L’artisanat, Takahata en a connu toutes les étapes, ce qui explique une maîtrise technique impeccable dont il a l’intelligence de ne jamais se satisfaire. D’abord travailleur inlassable au sein des célèbres studios d’animation Tobei, il collabore à l’écriture de plusieurs séries télé, s’initie à la production et réalise en 1968 son premier opus pour la télé nippone. Au générique de ce premier essai, on retrouvait Hayao Miyazaki, que l’on connaît mieux en France depuis l’an passé et la sortie de son brillantissime Porco rosso. En 1984, les deux compères, habitués à collaborer depuis des lustres, décident de fonder leur propre compagnie, ce qui leur permettra de s’affranchir des schémas imposés par les majors. Ce sont ces films-là que l’on découvre peu à peu en France. Takahata réalise depuis cette date une œuvre intransigeante, tout entière concentrée sur la réalité et l’histoire de son pays. Dans Le Tombeau des lucioles (réalisé en 1988), il s’inspire de la nouvelle éponyme d’Akiyuki Nosaka qui raconte, façon autobiographie, l’histoire de deux gosses livrés à eux-mêmes suite aux bombardements de l’été 1945 sur Kobé. Le film épouse la sinistre existence des deux orphelins en sursis, confrontés à l’indifférence généralisée, à la cruauté d’une humanité luttant pour la survie, au destin mortifère.
L’art d’Isao Takahata, spécifiquement cinématographique, réside essentiellement dans une pratique consommée du montage et de la correspondance poétique, qui donnent au film une charpente dramatique à la fois subtilement émotive et redoutablement efficace. On pressent une profonde nécessité à l’origine du Tombeau des lucioles : l’animation ne sert pas ici à enjoliver l’histoire nationale japonaise, mais au contraire à mettre en lumière certains épisodes qui continuent d’agiter la conscience locale, le « genre animé » permettant au cinéaste de toucher un plus large public sans renoncer à ses exigences.

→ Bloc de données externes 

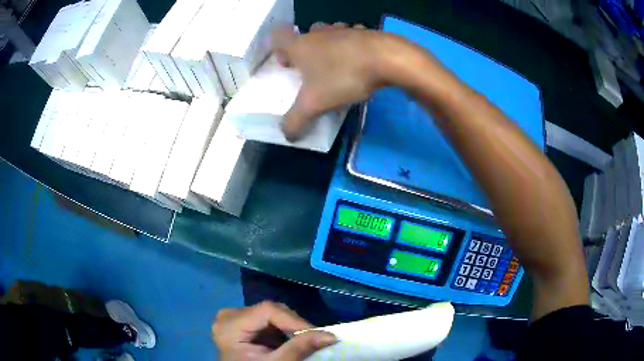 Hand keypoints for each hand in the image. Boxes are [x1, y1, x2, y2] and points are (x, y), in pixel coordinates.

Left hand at [212, 301, 336, 360]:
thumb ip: (299, 348)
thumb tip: (331, 336)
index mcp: (230, 324)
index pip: (267, 310)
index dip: (295, 320)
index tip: (318, 334)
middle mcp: (230, 315)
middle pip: (270, 310)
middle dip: (294, 324)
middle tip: (315, 338)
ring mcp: (236, 318)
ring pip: (272, 314)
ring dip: (291, 327)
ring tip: (306, 340)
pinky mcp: (244, 323)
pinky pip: (269, 320)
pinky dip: (284, 330)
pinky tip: (292, 340)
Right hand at [272, 23, 394, 139]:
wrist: (386, 58)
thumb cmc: (342, 76)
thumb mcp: (314, 104)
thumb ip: (296, 120)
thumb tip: (287, 135)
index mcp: (300, 46)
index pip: (278, 38)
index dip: (278, 50)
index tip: (287, 64)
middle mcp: (319, 33)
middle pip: (305, 36)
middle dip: (305, 51)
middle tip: (311, 70)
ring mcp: (343, 29)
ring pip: (329, 33)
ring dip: (329, 46)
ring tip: (336, 65)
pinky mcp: (365, 32)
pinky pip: (353, 36)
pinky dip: (352, 46)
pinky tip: (360, 60) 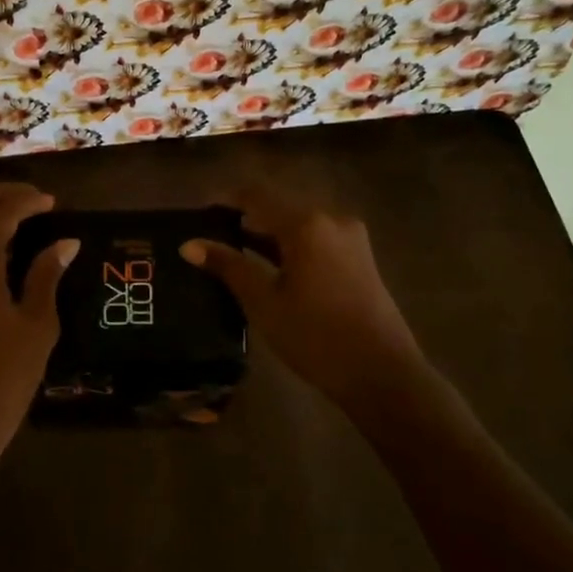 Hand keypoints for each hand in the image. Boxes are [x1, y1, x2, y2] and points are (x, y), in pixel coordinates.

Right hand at [181, 188, 427, 416]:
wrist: (383, 375)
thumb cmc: (316, 336)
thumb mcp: (264, 301)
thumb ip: (228, 265)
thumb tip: (189, 244)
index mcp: (305, 223)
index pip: (255, 195)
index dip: (225, 200)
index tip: (199, 215)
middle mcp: (330, 218)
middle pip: (278, 207)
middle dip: (246, 220)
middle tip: (212, 240)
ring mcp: (351, 238)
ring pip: (298, 225)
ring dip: (269, 235)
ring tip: (236, 256)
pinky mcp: (361, 258)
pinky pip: (317, 240)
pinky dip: (292, 247)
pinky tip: (273, 269) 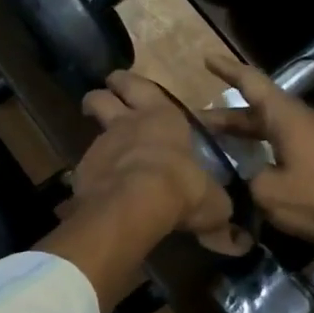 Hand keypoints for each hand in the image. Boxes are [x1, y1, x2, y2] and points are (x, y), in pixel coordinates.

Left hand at [74, 71, 232, 238]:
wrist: (135, 204)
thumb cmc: (181, 187)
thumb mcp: (212, 201)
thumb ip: (215, 205)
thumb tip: (229, 228)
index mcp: (162, 117)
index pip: (140, 86)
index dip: (128, 84)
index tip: (120, 84)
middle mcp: (127, 123)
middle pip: (102, 97)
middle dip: (100, 96)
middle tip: (98, 102)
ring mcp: (102, 145)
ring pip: (92, 131)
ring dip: (96, 138)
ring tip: (103, 153)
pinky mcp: (83, 171)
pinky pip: (86, 168)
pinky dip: (91, 176)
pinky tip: (99, 190)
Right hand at [203, 54, 313, 256]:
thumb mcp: (266, 192)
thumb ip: (248, 176)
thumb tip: (247, 175)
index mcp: (288, 117)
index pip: (253, 83)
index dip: (228, 70)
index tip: (208, 59)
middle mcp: (307, 118)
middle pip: (262, 108)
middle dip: (230, 116)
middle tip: (201, 123)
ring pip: (280, 124)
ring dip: (254, 129)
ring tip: (229, 139)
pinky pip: (299, 138)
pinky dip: (280, 142)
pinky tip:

Ce qui gêne dans le film tient à l’insistance mélodramatique dont fait preuve le cinéaste. Plus d’une fois, là où la suggestion se serait imposée, Takahata en rajoute trois couches dans le registre de l’atroce destin de l’orphelin martyr. D’autant plus dommage que l’impeccable sobriété de nombreuses scènes fait du Tombeau des lucioles un film souvent impressionnant. Malgré ces très sérieuses réserves, ce film qui rappelle certains Ozu d’avant-guerre ou les mélos sociaux de De Sica mérite d’être découvert.